(Limb landmark coordinates)
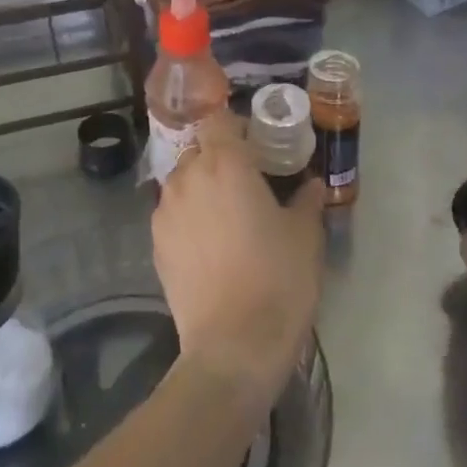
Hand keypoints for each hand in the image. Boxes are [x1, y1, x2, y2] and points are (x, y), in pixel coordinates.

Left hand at [152, 113, 324, 416]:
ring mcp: (166, 210)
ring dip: (202, 187)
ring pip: (183, 181)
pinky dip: (188, 216)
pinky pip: (173, 212)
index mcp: (225, 163)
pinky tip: (209, 245)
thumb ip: (306, 200)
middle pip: (199, 149)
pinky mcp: (155, 242)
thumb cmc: (277, 280)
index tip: (256, 145)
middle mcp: (188, 176)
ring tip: (226, 216)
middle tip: (247, 182)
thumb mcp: (305, 236)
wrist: (233, 346)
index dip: (236, 127)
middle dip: (219, 158)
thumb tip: (312, 185)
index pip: (219, 119)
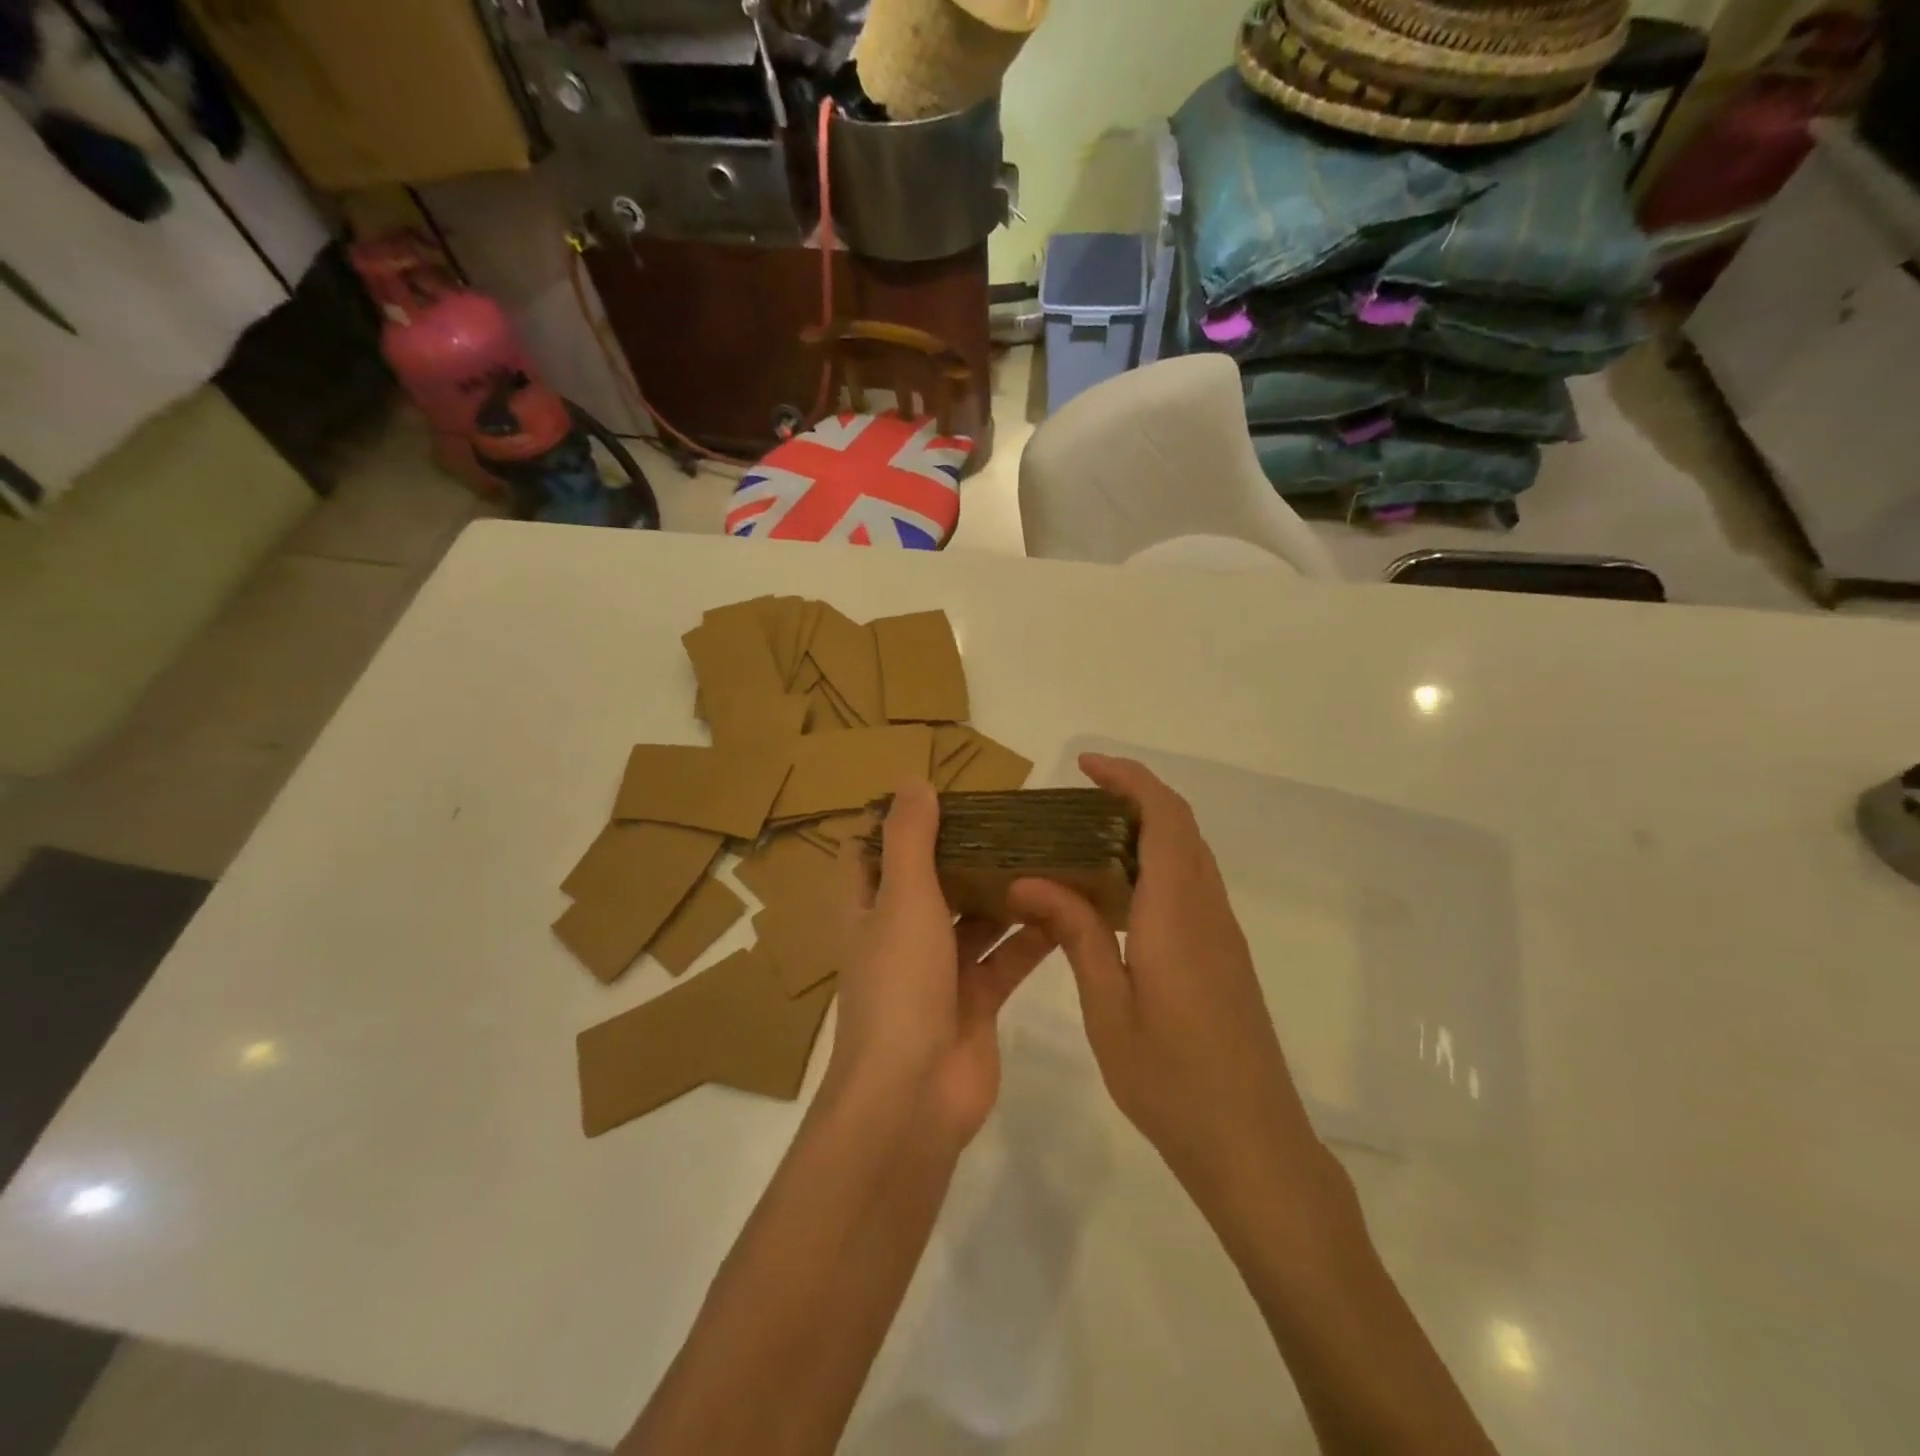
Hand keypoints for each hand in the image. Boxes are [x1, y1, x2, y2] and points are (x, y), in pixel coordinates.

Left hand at [825, 779, 1055, 1144]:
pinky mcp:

• _THE PROBLEM_: Output all of the records word for word, and keep the pictures out of the copy.

• _WRITTEN REPLY_:
Hand keypoints for each hand in the image. Boxes are [x1, y1, x2, y2] and points are (x, y), in pixel coordinates.

Left hand at [152, 113, 324, 416]:
ring mcp: (166, 210)
ring dip: (202, 187)
ring pip: (183, 181)
pinky dip: (188, 216)
pinky pip: (173, 212)
index mcp: (225, 163)
pinky tip: (209, 245)
thumb ip: (306, 200)
middle pip: (199, 149)
pinky mcp: (155, 242)
thumb cmc: (277, 280)
index tip: (256, 145)
middle mcp: (188, 176)
ring tip: (226, 216)
middle tip: (247, 182)
thumb mcp: (305, 236)
wrist: (233, 346)
index dip: (236, 127)
middle dip: (219, 158)
thumb tip: (312, 185)
index pip: (219, 119)
Hand keypoints for each hand in the image. Boxes are [x1, y1, x2, y2] and points are (x, y), in pixel coordinates.

Left hand at [825, 779, 1055, 1144]:
pinky mcp:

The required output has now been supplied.